3A (Wagner) Lightweight Authentication Protocols for Networked Embedded Systems.

3B (Sastry) Information Processing for Possibly Compromised SISs.

1A Modeling and analysis of hybrid and embedded systems

Both target applications of CITRIS involve complex digital systems (computers

and networks) interacting with the physical world through sensors and

actuators. Such a hybrid system combines the characteristics of discrete and

continuous behavior. Theories and tools for modeling and analyzing hybrid

systems have emerged over the past few years in control applications. Yet

this research has focused mostly on developing algorithms (and impossibility

results) for solving simple mixed discrete-continuous control problems. SISs

are hybrid systems of a complexity which is certainly not open to precise

algorithmic analysis. The focus must therefore shift to hybrid modeling

techniques for capturing composition, hierarchy, and heterogeneity in a mixed

discrete-continuous setting, and to approximate and stochastic techniques for

system analysis and simulation.

1B Multi-aspect interfaces for component-based design

Existing formal design methodologies are either optimistic or pessimistic.

The optimistic approach advocates strictly top-down, stepwise refinement

design, with the design team in full control of the complete design. It

does not allow for some parts or aspects of the design to be unknown,

unpredictable, or evolving. The pessimistic approach is strictly bottom-up,

component-based design, where some components may be preexisting, and the

design of each component must consider an environment that behaves in

arbitrary, possibly adversarial way. It does not allow for individual

components to be designed under assumptions about how the environment, that

is, the other components of the system, behave. We submit that neither

the fully optimistic ("all parts work together by design") nor the fully

pessimistic ("each part is on its own") paradigm is realistic for complex,

heterogeneous designs such as SISs. We propose to develop the foundations

of a formal approach to design that permits a synthesis of both paradigms.

The centerpiece of our approach is the development of

component interfaces that are much more

expressive than traditional interfaces used in software or hardware designs.

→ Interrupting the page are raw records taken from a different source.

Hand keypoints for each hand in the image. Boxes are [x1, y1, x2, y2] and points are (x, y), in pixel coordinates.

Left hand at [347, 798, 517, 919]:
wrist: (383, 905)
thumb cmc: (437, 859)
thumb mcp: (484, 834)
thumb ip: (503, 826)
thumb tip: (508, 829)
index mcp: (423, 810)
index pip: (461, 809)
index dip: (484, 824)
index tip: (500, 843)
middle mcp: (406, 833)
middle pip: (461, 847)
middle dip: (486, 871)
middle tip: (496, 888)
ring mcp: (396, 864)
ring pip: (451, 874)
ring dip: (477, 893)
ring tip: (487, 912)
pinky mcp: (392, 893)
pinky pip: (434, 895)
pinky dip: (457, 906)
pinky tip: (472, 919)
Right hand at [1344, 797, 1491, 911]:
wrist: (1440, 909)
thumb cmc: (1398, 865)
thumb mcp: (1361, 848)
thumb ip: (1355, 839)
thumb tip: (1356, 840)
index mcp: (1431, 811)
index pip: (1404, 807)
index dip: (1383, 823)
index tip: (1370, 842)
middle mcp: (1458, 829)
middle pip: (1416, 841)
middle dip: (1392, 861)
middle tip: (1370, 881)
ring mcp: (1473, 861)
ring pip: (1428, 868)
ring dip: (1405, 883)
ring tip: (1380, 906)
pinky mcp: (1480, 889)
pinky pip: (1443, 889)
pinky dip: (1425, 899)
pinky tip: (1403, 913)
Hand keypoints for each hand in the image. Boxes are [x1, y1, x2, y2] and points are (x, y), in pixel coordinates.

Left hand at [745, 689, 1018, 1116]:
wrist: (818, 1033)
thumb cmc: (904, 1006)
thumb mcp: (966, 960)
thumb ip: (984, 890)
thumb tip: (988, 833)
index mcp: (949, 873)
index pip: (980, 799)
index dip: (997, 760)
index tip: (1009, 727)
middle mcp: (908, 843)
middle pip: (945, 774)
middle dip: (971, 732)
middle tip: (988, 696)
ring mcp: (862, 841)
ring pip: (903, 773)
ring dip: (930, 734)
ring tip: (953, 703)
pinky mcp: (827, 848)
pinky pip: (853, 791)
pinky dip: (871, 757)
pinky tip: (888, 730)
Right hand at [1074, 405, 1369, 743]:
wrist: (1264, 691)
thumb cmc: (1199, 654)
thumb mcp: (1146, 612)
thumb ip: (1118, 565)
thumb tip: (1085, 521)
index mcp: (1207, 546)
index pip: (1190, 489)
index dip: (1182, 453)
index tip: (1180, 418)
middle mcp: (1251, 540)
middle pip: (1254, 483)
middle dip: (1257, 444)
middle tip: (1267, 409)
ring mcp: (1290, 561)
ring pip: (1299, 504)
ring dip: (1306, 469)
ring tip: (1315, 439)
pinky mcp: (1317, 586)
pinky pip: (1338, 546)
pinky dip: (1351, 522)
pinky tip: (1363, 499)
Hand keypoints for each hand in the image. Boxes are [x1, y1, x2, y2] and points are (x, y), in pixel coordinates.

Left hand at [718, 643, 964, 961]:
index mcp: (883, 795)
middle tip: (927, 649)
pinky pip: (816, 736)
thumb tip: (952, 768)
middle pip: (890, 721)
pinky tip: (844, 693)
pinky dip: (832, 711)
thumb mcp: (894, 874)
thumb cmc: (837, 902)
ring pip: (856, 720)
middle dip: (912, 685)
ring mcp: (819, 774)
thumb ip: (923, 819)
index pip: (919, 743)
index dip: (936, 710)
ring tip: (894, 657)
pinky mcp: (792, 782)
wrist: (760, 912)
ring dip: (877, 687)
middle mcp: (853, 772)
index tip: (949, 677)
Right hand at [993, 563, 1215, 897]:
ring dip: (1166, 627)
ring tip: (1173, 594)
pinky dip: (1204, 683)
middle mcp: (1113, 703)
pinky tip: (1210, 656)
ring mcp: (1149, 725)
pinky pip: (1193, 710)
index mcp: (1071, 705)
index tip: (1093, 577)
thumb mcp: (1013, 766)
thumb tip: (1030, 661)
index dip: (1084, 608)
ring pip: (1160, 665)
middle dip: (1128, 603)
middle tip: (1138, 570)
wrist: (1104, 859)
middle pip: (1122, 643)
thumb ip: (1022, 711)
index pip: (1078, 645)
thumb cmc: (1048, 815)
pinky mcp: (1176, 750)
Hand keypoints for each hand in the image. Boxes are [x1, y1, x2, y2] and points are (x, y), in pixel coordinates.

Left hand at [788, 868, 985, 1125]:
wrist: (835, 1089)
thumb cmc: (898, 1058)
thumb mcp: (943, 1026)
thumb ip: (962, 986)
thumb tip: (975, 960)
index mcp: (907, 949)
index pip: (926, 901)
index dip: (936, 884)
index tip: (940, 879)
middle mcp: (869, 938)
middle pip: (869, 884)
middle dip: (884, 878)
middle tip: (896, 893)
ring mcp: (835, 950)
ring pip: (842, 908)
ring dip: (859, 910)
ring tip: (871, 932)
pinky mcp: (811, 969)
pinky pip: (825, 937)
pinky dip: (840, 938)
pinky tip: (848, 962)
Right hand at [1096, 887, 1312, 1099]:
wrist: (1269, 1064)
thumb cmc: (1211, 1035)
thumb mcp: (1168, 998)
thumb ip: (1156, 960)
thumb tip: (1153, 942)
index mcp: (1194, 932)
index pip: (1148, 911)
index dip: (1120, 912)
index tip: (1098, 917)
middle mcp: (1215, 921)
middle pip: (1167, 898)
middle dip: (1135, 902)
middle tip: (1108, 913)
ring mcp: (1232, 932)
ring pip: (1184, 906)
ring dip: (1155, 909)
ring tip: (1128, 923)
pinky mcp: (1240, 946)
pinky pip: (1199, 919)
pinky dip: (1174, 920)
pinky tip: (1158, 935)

First, the interfaces we envision not only specify, on some abstract level,

what a component does, but also what the component expects the environment to

do. Such “assume-guarantee interfaces" allow the designer of a component to

adopt an optimistic view about some aspects of the other components, as if

those aspects were under the designer's control, and at the same time adopt a

pessimistic view about other aspects of the other components and the

environment, which may be unknown at design time or unpredictable. Second,

the interfaces we envision not only specify aspects that are traditionally

specified in interfaces, such as the number and types of the arguments of a

procedure, but permit the specification of wide variety of different aspects,

for example, that the call of the specified procedure must always be preceded

by the call of another (for e.g., initialization) procedure. There has been

considerable work on functional interface languages, little on timing and

security, and virtually none on other system aspects such as resource

management, performance, and reliability. This lack of multi-aspect

interface formalisms has forced designers to address timing, security,

performance, and reliability issues at all levels of the implementation in

order to attain the desired properties for the global system.

We propose to develop a theory of composition for multi-aspect interfaces,

which expose resource properties, such as real-time assumptions and

guarantees. We will develop algorithms and tools for checking the

consistency and compatibility of multi-aspect interfaces. The tools will

allow us to evaluate our methodology as application to the experimental

design projects within CITRIS. Multi-aspect interfaces benefit also the

validation, portability, and evolvability of a system. The validation task

can be decomposed into two largely independent phases: the validation that each

component satisfies its interface, and the validation that the overall system

goals are met, given the component interfaces. For the latter phase, we can

use the interfaces to construct a simulation environment that exhibits

worst-case component behavior, and validate the system with respect to such

an environment. When porting the system we can check that the system

requirements are met by the multi-aspect guarantees available in the new

architecture.

Real-time Behavior. Traditional API component specifications are usually

based on an informal, English-based description of the functionality, the

only formal information being input and output type information for function

calls. A typical example is the documentation of the POSIX libraries used

under the various flavors of Unix operating systems, or the documentation

provided for the Java class libraries. This informal approach to

specification has been helped by the fact that several of the most

fundamental programming concepts, such as virtual memory, speed-insensitive

communication (such as pipes), and virtual I/O have been developed in order

to isolate the developers from changes in the underlying architecture.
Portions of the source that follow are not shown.